He served in the First World War in, briefly, Egypt in 1914 then Mesopotamia back to Egypt and finally France and Belgium. He was Mentioned in Dispatches and awarded the Distinguished Service Order in 1918.

After the First World War and after attendance at the Staff College, Camberley from 1924 to 1925, until 1929, he performed a number of roles in the Royal Artillery in France and Britain. He was promoted to brevet lieutenant colonel on 1 January 1929.

There were then staff and administrative posts in the UK until 1935. In 1937, Beresford-Peirse was posted to India for "special duties" and subsequently he served two years as an instructor at the Senior Officers' School, Belgaum in India.
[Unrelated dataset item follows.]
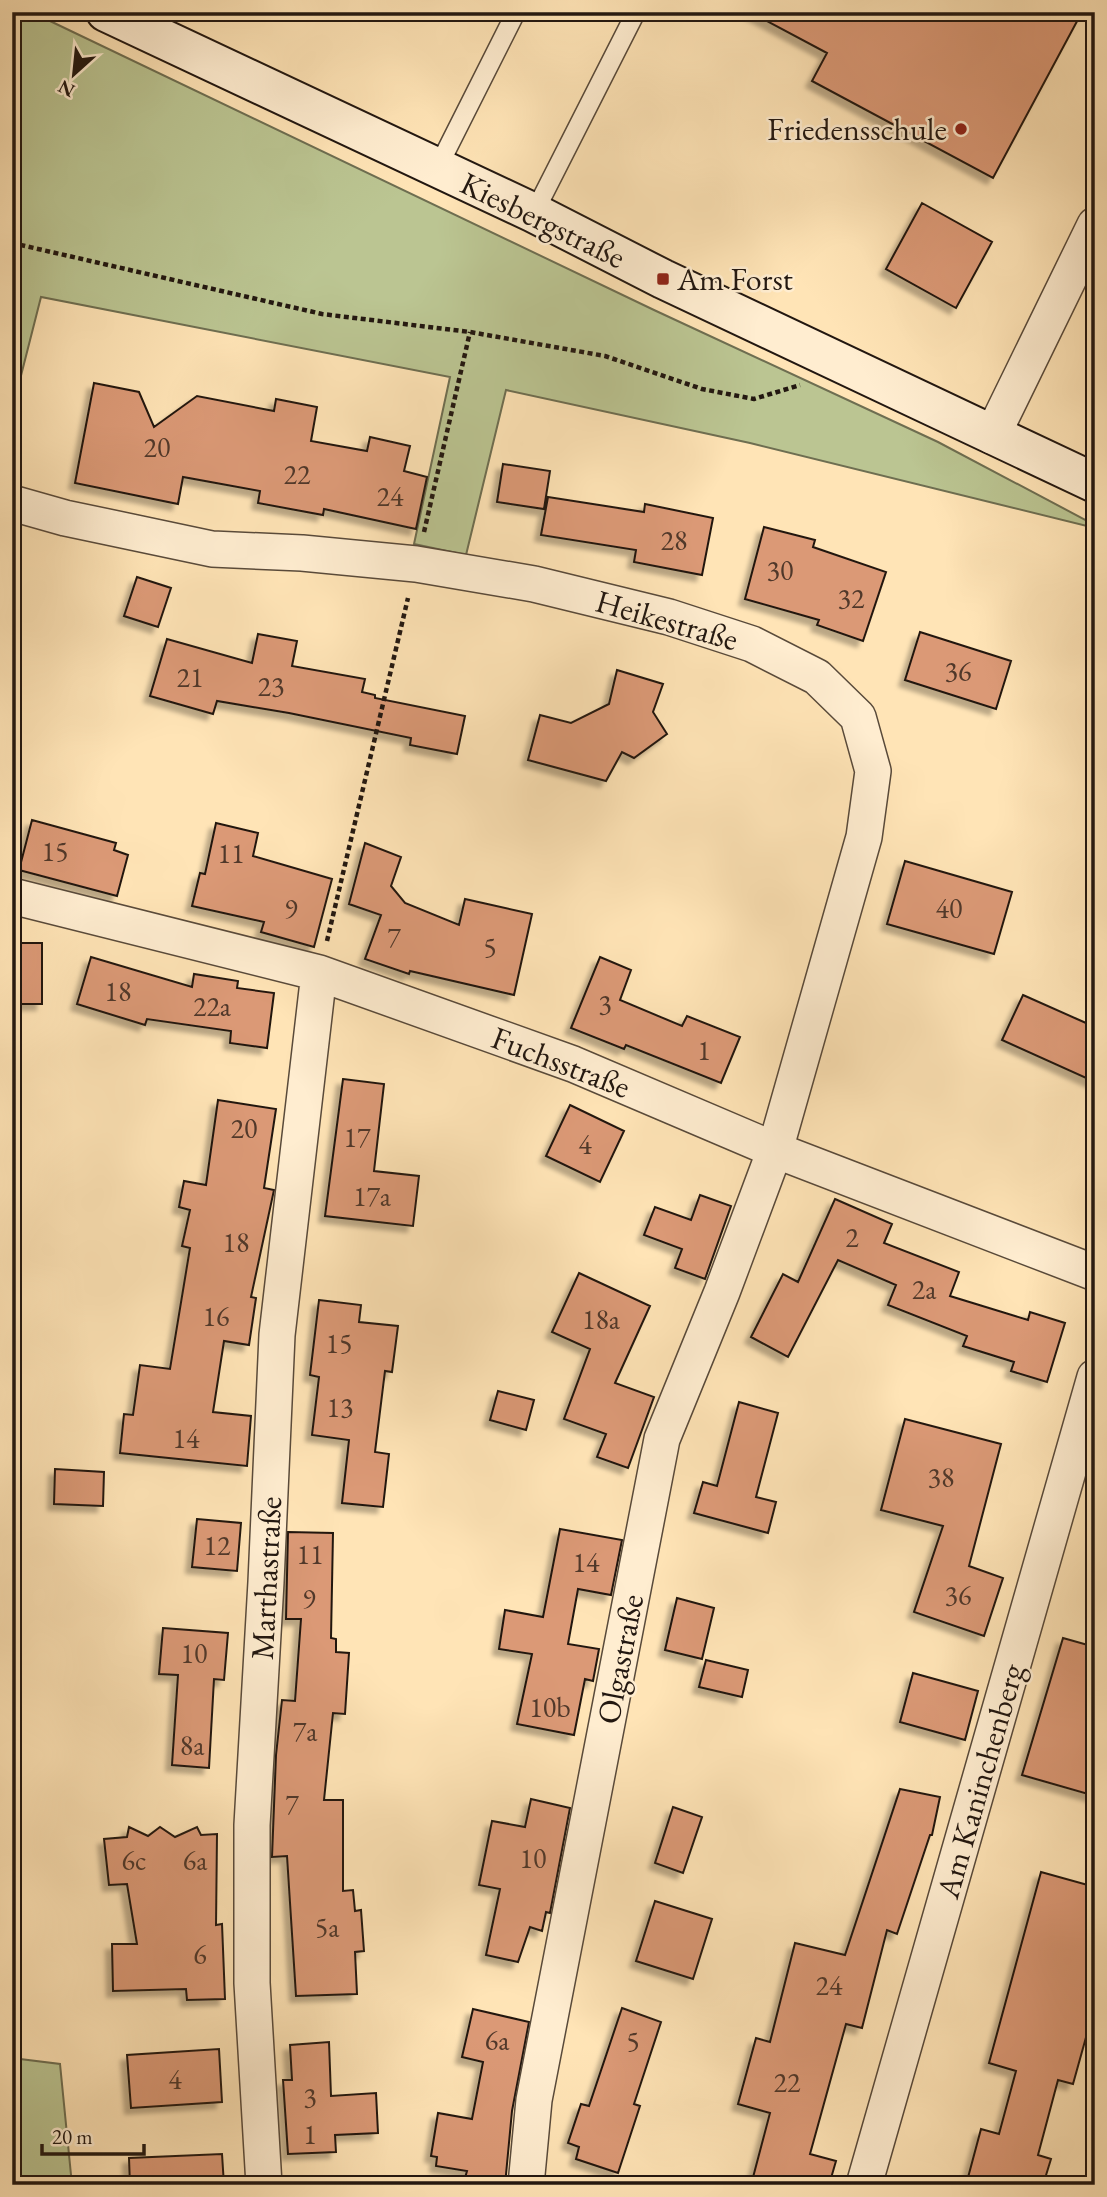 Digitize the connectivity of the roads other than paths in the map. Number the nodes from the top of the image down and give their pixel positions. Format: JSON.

He was Brigadier in the Royal Artillery, Southern India Command during 1939 and 1940 and aide-de-camp to King George VI in 1939 and 1940.

At the beginning of the Second World War, Beresford-Peirse was the Commander of Artillery for the Indian 4th Infantry Division, which at the time was based in Egypt. He was promoted to command the division in August 1940 and led it in North Africa (Operation Compass) and Sudan (the East African Campaign).

In March 1941 he was knighted as a Knight Commander of the Order of the British Empire and, on 14 April 1941, he was given command of the Western Desert Force (later redesignated XIII Corps). He commanded the British forces in Sudan from October 1941 to April 1942 when he was put in command of the Indian XV Corps and then, from June 1942, the Southern Army in India until 31 March 1945.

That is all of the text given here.